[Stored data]

■ ■ ■ ■ ■ ■ ■

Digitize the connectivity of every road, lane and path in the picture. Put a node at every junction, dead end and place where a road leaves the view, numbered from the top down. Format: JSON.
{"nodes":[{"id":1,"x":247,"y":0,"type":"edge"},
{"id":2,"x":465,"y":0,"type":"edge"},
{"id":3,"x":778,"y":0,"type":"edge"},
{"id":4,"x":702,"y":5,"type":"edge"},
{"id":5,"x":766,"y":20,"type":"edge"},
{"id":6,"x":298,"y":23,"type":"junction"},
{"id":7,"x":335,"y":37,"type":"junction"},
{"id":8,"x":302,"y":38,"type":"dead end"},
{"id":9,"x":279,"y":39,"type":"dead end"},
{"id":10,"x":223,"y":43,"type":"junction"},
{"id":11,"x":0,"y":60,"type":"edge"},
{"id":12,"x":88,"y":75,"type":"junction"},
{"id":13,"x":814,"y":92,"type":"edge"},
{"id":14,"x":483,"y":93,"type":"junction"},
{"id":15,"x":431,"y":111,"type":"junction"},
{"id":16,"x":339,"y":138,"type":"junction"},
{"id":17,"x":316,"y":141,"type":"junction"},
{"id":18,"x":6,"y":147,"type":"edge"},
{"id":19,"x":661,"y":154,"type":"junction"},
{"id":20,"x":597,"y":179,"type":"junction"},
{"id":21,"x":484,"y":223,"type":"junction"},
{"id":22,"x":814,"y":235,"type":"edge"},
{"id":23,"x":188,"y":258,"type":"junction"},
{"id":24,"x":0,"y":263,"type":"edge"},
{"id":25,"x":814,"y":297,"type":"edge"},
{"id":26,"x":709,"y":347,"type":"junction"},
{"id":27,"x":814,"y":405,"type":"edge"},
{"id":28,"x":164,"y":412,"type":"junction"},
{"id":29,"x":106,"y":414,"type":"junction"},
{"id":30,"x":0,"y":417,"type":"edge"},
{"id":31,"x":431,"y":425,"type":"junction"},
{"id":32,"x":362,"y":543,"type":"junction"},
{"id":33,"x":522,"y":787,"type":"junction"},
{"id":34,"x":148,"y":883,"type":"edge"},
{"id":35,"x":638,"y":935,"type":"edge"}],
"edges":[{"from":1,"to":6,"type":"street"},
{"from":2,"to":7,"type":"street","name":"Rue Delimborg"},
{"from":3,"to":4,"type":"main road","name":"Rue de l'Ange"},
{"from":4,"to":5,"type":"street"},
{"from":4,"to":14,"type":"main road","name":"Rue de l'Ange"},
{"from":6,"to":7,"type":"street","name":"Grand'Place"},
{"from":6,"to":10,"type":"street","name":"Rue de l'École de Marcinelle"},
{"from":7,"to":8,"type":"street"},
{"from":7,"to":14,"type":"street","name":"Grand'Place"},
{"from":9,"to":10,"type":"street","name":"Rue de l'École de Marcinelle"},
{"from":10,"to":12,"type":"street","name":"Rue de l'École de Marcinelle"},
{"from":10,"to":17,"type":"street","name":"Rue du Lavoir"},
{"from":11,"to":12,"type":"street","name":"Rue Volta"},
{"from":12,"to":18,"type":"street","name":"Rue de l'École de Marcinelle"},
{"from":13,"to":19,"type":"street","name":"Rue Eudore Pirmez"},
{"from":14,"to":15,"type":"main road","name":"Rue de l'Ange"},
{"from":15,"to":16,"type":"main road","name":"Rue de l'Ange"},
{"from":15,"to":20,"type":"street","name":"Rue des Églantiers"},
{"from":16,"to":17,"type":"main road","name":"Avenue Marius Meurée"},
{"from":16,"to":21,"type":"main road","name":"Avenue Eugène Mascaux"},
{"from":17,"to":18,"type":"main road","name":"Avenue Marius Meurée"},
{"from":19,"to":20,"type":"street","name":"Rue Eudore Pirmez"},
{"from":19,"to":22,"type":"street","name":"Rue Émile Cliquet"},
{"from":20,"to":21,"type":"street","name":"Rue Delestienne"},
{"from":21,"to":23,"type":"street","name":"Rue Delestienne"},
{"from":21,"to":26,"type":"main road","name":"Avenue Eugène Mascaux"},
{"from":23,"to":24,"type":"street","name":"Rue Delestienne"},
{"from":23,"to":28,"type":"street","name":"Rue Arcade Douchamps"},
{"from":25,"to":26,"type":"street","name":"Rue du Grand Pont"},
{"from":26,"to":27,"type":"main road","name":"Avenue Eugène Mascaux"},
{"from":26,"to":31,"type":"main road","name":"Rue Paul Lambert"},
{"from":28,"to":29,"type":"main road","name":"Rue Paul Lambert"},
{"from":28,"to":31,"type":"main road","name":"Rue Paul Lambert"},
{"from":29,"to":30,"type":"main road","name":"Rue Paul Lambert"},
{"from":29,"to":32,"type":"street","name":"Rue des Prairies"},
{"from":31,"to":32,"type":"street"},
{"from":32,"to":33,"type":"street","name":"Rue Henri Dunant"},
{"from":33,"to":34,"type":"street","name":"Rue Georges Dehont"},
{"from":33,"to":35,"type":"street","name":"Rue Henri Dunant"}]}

■ ■ ■ ■ ■ ■ ■

ASSIGNED TASK: Look at the entries above. Then set all of them down again exactly.

SOLUTION TO THIS TASK:
Digitize the connectivity of every road, lane and path in the picture. Put a node at every junction, dead end and place where a road leaves the view, numbered from the top down. Format: JSON.
{"nodes":[{"id":1,"x":247,"y":0,"type":"edge"},
{"id":2,"x":465,"y":0,"type":"edge"},
{"id":3,"x":778,"y":0,"type":"edge"},
{"id":4,"x":702,"y":5,"type":"edge"},
{"id":5,"x":766,"y":20,"type":"edge"},
{"id":6,"x":298,"y":23,"type":"junction"},
{"id":7,"x":335,"y":37,"type":"junction"},
{"id":8,"x":302,"y":38,"type":"dead end"},
{"id":9,"x":279,"y":39,"type":"dead end"},
{"id":10,"x":223,"y":43,"type":"junction"},
{"id":11,"x":0,"y":60,"type":"edge"},
{"id":12,"x":88,"y":75,"type":"junction"},
{"id":13,"x":814,"y":92,"type":"edge"},
{"id":14,"x":483,"y":93,"type":"junction"},
{"id":15,"x":431,"y":111,"type":"junction"},
{"id":16,"x":339,"y":138,"type":"junction"},
{"id":17,"x":316,"y":141,"type":"junction"},
{"id":18,"x":6,"y":147,"type":"edge"},
{"id":19,"x":661,"y":154,"type":"junction"},
{"id":20,"x":597,"y":179,"type":"junction"},
{"id":21,"x":484,"y":223,"type":"junction"},
{"id":22,"x":814,"y":235,"type":"edge"},
{"id":23,"x":188,"y":258,"type":"junction"},
{"id":24,"x":0,"y":263,"type":"edge"},
{"id":25,"x":814,"y":297,"type":"edge"},
{"id":26,"x":709,"y":347,"type":"junction"},
{"id":27,"x":814,"y":405,"type":"edge"},
{"id":28,"x":164,"y":412,"type":"junction"},
{"id":29,"x":106,"y":414,"type":"junction"},
{"id":30,"x":0,"y":417,"type":"edge"},
{"id":31,"x":431,"y":425,"type":"junction"},
{"id":32,"x":362,"y":543,"type":"junction"},
{"id":33,"x":522,"y":787,"type":"junction"},
{"id":34,"x":148,"y":883,"type":"edge"},
{"id":35,"x":638,"y":935,"type":"edge"}],
"edges":[{"from":1,"to":6,"type":"street"},
{"from":2,"to":7,"type":"street","name":"Rue Delimborg"},
{"from":3,"to":4,"type":"main road","name":"Rue de l'Ange"},
{"from":4,"to":5,"type":"street"},
{"from":4,"to":14,"type":"main road","name":"Rue de l'Ange"},
{"from":6,"to":7,"type":"street","name":"Grand'Place"},
{"from":6,"to":10,"type":"street","name":"Rue de l'École de Marcinelle"},
{"from":7,"to":8,"type":"street"},
{"from":7,"to":14,"type":"street","name":"Grand'Place"},
{"from":9,"to":10,"type":"street","name":"Rue de l'École de Marcinelle"},
{"from":10,"to":12,"type":"street","name":"Rue de l'École de Marcinelle"},
{"from":10,"to":17,"type":"street","name":"Rue du Lavoir"},
{"from":11,"to":12,"type":"street","name":"Rue Volta"},
{"from":12,"to":18,"type":"street","name":"Rue de l'École de Marcinelle"},
{"from":13,"to":19,"type":"street","name":"Rue Eudore Pirmez"},
{"from":14,"to":15,"type":"main road","name":"Rue de l'Ange"},
{"from":15,"to":16,"type":"main road","name":"Rue de l'Ange"},
{"from":15,"to":20,"type":"street","name":"Rue des Églantiers"},
{"from":16,"to":17,"type":"main road","name":"Avenue Marius Meurée"},
{"from":16,"to":21,"type":"main road","name":"Avenue Eugène Mascaux"},
{"from":17,"to":18,"type":"main road","name":"Avenue Marius Meurée"},
{"from":19,"to":20,"type":"street","name":"Rue Eudore Pirmez"},
{"from":19,"to":22,"type":"street","name":"Rue Émile Cliquet"},
{"from":20,"to":21,"type":"street","name":"Rue Delestienne"},
{"from":21,"to":23,"type":"street","name":"Rue Delestienne"},
{"from":21,"to":26,"type":"main road","name":"Avenue Eugène Mascaux"},
{"from":23,"to":24,"type":"street","name":"Rue Delestienne"},
{"from":23,"to":28,"type":"street","name":"Rue Arcade Douchamps"},
{"from":25,"to":26,"type":"street","name":"Rue du Grand Pont"},
{"from":26,"to":27,"type":"main road","name":"Avenue Eugène Mascaux"},
{"from":26,"to":31,"type":"main road","name":"Rue Paul Lambert"},
{"from":28,"to":29,"type":"main road","name":"Rue Paul Lambert"},
{"from":28,"to":31,"type":"main road","name":"Rue Paul Lambert"},
{"from":29,"to":30,"type":"main road","name":"Rue Paul Lambert"},
{"from":29,"to":32,"type":"street","name":"Rue des Prairies"},
{"from":31,"to":32,"type":"street"},
{"from":32,"to":33,"type":"street","name":"Rue Henri Dunant"},
{"from":33,"to":34,"type":"street","name":"Rue Georges Dehont"},
{"from":33,"to":35,"type":"street","name":"Rue Henri Dunant"}]}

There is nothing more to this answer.